**Prompt**
Set down exactly the lines that run from the line with "ring dip: (281, 155)" to the end of the data, and nothing else.

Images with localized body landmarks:
-- -- --

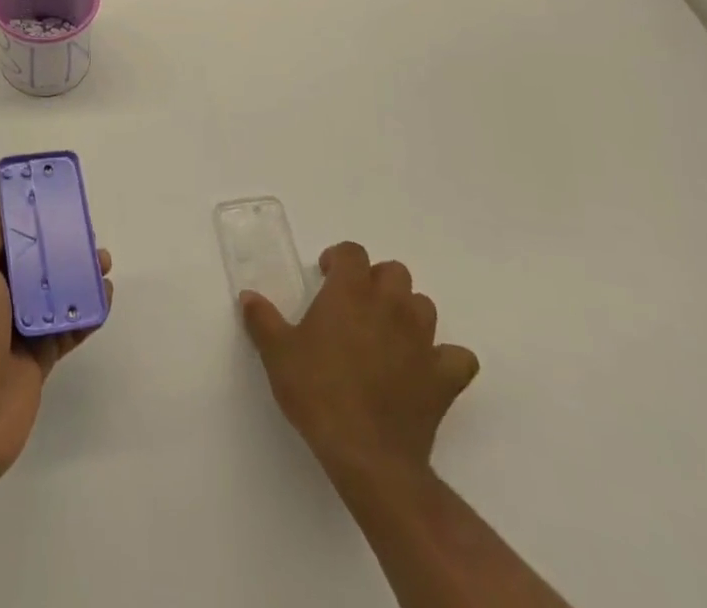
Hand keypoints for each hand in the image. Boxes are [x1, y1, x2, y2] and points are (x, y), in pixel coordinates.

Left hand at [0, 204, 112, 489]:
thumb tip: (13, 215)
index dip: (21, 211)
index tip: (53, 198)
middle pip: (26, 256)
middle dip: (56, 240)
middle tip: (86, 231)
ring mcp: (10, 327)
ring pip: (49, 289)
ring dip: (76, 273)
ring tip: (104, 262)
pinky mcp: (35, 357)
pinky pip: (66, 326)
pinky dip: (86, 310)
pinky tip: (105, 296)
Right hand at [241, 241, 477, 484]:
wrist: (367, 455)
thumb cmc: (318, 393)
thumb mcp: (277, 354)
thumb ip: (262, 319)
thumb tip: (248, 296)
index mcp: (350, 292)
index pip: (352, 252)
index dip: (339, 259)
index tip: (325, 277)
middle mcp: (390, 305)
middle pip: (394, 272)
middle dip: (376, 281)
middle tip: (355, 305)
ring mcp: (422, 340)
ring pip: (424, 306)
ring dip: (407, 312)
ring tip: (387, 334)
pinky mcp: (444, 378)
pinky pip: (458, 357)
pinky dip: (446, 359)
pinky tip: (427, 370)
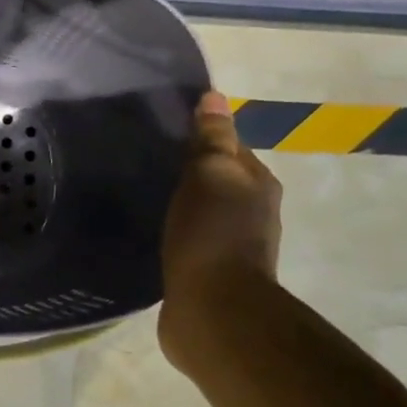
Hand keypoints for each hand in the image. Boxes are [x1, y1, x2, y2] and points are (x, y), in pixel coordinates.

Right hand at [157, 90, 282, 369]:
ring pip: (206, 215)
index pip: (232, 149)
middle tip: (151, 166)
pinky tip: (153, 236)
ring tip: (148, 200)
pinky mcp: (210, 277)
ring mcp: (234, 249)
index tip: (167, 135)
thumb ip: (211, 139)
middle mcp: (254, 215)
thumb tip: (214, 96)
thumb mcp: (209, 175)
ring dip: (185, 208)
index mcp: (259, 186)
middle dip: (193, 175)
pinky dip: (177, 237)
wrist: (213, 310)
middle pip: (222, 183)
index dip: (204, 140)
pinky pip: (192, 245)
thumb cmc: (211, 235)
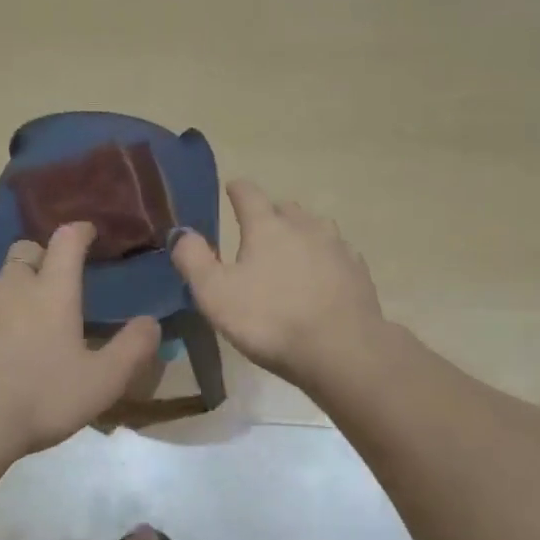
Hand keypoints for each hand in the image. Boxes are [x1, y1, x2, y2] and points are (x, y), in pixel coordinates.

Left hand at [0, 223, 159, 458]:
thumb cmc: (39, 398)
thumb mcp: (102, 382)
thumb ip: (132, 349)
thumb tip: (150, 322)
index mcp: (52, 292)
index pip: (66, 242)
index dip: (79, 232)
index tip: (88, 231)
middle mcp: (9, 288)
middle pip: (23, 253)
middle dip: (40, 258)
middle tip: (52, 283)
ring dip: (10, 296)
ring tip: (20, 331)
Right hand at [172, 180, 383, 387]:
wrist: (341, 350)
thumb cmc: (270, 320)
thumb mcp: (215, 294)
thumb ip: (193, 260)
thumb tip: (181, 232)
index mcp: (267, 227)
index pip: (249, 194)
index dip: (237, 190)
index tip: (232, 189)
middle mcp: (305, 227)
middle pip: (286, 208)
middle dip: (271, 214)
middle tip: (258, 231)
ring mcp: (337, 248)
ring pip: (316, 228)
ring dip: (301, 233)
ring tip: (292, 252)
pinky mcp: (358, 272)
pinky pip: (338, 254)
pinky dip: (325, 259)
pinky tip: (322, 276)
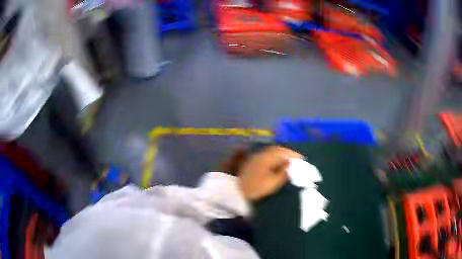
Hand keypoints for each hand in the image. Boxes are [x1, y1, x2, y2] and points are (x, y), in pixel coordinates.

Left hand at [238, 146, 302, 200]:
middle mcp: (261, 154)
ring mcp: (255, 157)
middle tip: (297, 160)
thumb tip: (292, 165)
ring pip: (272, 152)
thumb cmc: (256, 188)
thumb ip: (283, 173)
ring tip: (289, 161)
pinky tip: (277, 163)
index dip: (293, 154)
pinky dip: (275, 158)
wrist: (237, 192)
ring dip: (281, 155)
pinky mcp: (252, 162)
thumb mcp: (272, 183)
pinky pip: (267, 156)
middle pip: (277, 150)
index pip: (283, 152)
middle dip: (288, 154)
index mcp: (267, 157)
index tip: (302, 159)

-- -- --

**Completed task**
ring dip: (281, 155)
pinky mcp: (252, 162)
thumb mcp: (272, 183)
pinky pip: (267, 156)
middle pip: (277, 150)
index pip: (283, 152)
middle dip: (288, 154)
index mcp: (267, 157)
index tip: (302, 159)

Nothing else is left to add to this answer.